La paranoïa se creuse en même temps que le gouffre qui l’éloigne de la réalité, jusqu’au point de non retour. Désormais, tout sépare Tár de son environnement qu’elle empoisonne sans faire preuve d’empathie. Repoussoir, son comportement ouvre à la démission de son assistante avec qui elle entretenait une relation flottante, avant que son épouse ne la rejette à son tour. Vaincue par les émois, son isolement graduel la ronge. En témoignent l’envergure des plans qui ne cessent d’avancer sa solitude. En effet, Tár est souvent filmée seule au cœur d’espaces qui semblent s’étirer au-delà du cadre. À l’image de son domicile qu’elle partage avec son épouse et sa fille Petra, ce thriller glacial est frappant d’aridité, et flirte avec l’épouvante par l’entremise de scènes étouffantes qui ne relèvent pourtant que de la psyché dérangée de Tár. Esseulée face à ses démons, elle divague entre hallucinations sonores et cauchemars fiévreux. 

Lydia Tár voue une attirance vue d’un mauvais oeil à sa nouvelle soliste ©Focus Features

Un portrait sexiste ?

Si Todd Field reste pudique dans sa mise en scène, son propos s’enfonce néanmoins dans les méandres de nos sociétés. En cheffe-d’orchestre dans un milieu régi par des figures masculines et présenté comme intrinsèquement sexiste, Lydia Tár doit s’imposer. Si l’introduction nous fait croire à un film féministe, il brassera pourtant nombre de thématiques parmi lesquels la séparation entre l’individu et l’artiste, l’abus de pouvoir, aussi bien que la cancel culture. Reflet des scandales qui pleuvent sur le milieu de la musique classique, les événements du film racontent quelque chose sur notre époque, car Tár est indéniablement un film post #MeToo. Ici, la seule différence se niche dans le genre du personnage principal : Lydia Tár est une figure féminine, et lesbienne. Quoique les hommes soient davantage concernés par les accusations de harcèlement sexuel, Todd Field inverse stratégiquement les rôles pour mieux pratiquer son autopsie du pouvoir et ses dérives. L’étude du pouvoir par essence lui permet ainsi de contourner la médiocrité. 
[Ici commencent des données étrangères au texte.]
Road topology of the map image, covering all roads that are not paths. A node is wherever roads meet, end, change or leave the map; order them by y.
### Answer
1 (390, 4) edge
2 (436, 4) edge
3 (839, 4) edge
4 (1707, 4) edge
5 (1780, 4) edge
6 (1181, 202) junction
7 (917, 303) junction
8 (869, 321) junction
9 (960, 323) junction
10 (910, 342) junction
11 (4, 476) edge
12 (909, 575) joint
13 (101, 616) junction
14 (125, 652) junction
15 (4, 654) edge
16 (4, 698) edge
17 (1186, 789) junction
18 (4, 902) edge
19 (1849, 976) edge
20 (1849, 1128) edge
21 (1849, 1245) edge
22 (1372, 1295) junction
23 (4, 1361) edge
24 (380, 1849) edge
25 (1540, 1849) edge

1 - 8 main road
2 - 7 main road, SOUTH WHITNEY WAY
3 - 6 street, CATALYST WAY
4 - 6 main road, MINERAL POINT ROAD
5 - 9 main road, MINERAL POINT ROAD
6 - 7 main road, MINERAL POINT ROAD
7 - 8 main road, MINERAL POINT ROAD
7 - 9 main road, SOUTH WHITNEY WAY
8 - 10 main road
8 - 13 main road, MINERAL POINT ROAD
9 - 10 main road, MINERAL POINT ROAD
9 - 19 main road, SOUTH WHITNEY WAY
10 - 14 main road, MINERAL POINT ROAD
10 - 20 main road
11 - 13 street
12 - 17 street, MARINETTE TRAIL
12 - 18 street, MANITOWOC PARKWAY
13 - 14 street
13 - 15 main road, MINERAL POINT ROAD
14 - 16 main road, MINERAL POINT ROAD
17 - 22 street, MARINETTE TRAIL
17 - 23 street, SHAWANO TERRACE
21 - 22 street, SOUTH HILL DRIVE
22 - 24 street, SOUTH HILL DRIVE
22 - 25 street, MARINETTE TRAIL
Toutefois, il serait dommage de réduire Tár à un film sur la cancel culture. En entretenant le doute sur ses intentions, Todd Field livre volontairement une œuvre intellectuelle et imparfaite, hostile à une interprétation unique. Au contraire, le film s’ouvre à une multitude de pistes intéressantes comme en atteste sa conclusion ambiguë. Afin de révéler la complexité de notre monde contemporain, le cinéaste tourmente sa protagoniste sans émettre de jugement à son égard. Il n’est pas question de la couvrir d’éloges ou de lui jeter la pierre : Tár n’est jamais que l’allégorie des effets nocifs du pouvoir sur soi et autrui. 

Certains accusent le cinéaste de tourner le nez à la problématique de la prédation masculine, appelant au boycott de son film. Première et seule femme directrice musicale d’un orchestre réputé aux États-Unis, l’américaine Marin Alsop s’est offusquée de la “misogynie” de ce portrait d’une femme de pouvoir auprès du Sunday Times britannique. Celle-ci estime que l’hystérie du personnage répond aux stéréotypes sexistes des hommes sur les femmes. Pour elle, le film est “anti-femme“. De son côté, Cate Blanchett, actrice militante de la cause féministe, renchérit “je n’ai pas pensé au genre”. “Ce n’est pas un film sur les hommes mais les humains”, affirmait-elle alors qu’elle dénoncait quelques jours plus tôt la pyramide patriarcale qui pèse sur les cérémonies de cinéma.